Segment Open

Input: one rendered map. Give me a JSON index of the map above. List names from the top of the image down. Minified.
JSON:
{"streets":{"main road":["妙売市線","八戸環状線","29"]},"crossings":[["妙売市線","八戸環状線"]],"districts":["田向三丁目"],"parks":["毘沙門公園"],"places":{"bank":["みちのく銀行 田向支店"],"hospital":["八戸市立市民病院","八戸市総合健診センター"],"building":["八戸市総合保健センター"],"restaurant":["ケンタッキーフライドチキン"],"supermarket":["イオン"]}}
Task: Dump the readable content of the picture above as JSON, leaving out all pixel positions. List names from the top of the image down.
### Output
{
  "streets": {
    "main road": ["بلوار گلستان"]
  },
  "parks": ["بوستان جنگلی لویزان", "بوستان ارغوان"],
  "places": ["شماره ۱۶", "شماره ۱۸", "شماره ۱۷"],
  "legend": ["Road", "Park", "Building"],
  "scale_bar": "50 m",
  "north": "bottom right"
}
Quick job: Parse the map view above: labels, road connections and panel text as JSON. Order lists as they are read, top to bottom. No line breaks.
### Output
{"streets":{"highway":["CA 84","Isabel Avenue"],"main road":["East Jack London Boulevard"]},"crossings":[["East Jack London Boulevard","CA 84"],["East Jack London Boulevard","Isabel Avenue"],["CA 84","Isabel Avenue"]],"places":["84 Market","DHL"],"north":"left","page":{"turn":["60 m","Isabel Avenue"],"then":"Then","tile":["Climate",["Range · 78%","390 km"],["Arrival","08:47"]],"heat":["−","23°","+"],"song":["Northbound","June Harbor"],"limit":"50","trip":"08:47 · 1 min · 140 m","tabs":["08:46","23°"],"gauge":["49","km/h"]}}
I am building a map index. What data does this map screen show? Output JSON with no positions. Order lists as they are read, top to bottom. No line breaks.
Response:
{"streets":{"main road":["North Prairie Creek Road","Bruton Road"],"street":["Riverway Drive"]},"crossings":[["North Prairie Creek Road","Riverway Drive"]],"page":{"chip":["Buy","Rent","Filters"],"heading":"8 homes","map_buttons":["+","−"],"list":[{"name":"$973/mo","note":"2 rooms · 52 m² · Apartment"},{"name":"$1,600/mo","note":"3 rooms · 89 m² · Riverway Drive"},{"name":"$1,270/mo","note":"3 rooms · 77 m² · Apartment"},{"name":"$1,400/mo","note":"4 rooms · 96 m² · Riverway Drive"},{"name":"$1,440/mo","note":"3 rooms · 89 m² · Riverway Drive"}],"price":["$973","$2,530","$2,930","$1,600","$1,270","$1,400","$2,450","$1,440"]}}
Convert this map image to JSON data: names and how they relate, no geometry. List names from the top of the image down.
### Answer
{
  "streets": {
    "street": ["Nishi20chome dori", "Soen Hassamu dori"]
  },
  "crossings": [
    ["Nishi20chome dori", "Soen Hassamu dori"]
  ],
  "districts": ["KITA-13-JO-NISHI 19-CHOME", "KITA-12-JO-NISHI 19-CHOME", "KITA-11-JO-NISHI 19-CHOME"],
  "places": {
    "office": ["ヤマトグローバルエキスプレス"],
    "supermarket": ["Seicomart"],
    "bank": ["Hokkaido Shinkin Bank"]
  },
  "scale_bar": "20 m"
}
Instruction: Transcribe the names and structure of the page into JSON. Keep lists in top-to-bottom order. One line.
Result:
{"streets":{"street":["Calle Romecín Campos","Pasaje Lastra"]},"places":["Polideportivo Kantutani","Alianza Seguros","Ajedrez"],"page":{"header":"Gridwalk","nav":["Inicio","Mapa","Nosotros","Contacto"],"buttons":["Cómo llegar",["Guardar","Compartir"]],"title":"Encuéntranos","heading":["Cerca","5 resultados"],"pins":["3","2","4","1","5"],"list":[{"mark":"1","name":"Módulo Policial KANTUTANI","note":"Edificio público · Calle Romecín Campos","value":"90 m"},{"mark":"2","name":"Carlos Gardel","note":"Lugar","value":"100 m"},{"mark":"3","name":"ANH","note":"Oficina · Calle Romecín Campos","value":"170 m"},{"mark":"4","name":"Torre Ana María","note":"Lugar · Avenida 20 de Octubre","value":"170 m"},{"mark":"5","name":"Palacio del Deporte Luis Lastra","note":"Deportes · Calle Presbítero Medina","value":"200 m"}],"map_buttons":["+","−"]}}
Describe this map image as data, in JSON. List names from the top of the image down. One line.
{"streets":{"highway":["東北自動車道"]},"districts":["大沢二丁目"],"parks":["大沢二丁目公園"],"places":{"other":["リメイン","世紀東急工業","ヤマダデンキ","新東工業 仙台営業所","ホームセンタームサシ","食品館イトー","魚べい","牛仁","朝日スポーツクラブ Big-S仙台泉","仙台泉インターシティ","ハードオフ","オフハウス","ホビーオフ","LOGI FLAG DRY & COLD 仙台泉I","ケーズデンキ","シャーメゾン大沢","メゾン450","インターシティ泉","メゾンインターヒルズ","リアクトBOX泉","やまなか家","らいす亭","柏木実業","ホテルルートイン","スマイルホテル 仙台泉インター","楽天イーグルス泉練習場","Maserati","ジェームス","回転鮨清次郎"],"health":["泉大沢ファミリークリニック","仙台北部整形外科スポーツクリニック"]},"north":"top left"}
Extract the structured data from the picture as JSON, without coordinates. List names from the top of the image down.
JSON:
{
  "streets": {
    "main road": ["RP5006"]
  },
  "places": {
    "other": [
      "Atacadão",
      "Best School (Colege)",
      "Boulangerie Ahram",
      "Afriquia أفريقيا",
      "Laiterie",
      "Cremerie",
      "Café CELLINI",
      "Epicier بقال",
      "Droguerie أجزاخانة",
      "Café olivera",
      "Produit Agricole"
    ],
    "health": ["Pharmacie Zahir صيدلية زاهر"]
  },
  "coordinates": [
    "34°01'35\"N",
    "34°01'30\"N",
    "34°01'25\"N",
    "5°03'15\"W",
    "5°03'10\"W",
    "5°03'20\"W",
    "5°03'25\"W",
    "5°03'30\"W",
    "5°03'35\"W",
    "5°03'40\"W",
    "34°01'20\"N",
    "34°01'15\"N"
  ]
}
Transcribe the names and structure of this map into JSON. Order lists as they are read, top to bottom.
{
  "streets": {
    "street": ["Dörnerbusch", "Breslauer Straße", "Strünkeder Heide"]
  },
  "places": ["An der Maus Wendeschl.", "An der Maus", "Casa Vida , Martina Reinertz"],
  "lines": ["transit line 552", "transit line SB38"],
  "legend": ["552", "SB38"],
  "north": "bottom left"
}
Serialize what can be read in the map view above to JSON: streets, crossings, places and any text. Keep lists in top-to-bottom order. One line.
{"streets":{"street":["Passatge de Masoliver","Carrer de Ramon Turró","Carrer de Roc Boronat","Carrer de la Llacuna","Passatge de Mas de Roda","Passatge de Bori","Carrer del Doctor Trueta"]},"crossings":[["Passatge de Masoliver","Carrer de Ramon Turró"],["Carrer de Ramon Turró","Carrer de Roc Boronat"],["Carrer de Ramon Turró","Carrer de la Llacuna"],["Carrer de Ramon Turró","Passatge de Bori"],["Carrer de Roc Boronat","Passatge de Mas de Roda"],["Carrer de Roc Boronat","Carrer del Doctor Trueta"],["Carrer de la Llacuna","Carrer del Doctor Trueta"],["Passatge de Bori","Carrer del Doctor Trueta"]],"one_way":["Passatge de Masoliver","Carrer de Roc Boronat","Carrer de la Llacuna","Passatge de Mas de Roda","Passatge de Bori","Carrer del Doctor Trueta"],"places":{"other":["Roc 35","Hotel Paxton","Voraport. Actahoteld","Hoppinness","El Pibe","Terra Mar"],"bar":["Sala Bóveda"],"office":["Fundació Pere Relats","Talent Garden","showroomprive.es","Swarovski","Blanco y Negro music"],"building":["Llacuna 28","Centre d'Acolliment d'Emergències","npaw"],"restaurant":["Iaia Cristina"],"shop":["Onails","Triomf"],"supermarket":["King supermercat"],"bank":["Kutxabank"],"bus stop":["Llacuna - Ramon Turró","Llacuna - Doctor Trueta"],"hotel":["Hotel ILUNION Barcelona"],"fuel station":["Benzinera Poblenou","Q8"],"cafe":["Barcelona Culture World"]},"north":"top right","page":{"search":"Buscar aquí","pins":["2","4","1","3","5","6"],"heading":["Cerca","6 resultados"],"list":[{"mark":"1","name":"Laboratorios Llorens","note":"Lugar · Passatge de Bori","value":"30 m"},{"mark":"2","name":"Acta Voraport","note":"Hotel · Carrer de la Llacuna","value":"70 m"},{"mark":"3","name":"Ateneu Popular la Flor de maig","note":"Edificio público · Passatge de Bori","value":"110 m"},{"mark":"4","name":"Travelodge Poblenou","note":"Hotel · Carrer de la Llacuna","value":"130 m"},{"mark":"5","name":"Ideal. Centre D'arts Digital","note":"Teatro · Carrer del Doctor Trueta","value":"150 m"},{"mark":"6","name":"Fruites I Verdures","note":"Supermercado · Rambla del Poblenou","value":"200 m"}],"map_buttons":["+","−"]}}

Segment Closed

REQUIRED ACTION -
Whenever the word "positions" occurs in a line above, copy that line.

SOLUTION FOR THIS EXERCISE -
Task: Dump the readable content of the picture above as JSON, leaving out all pixel positions. List names from the top of the image down.
I am building a map index. What data does this map screen show? Output JSON with no positions. Order lists as they are read, top to bottom. No line breaks.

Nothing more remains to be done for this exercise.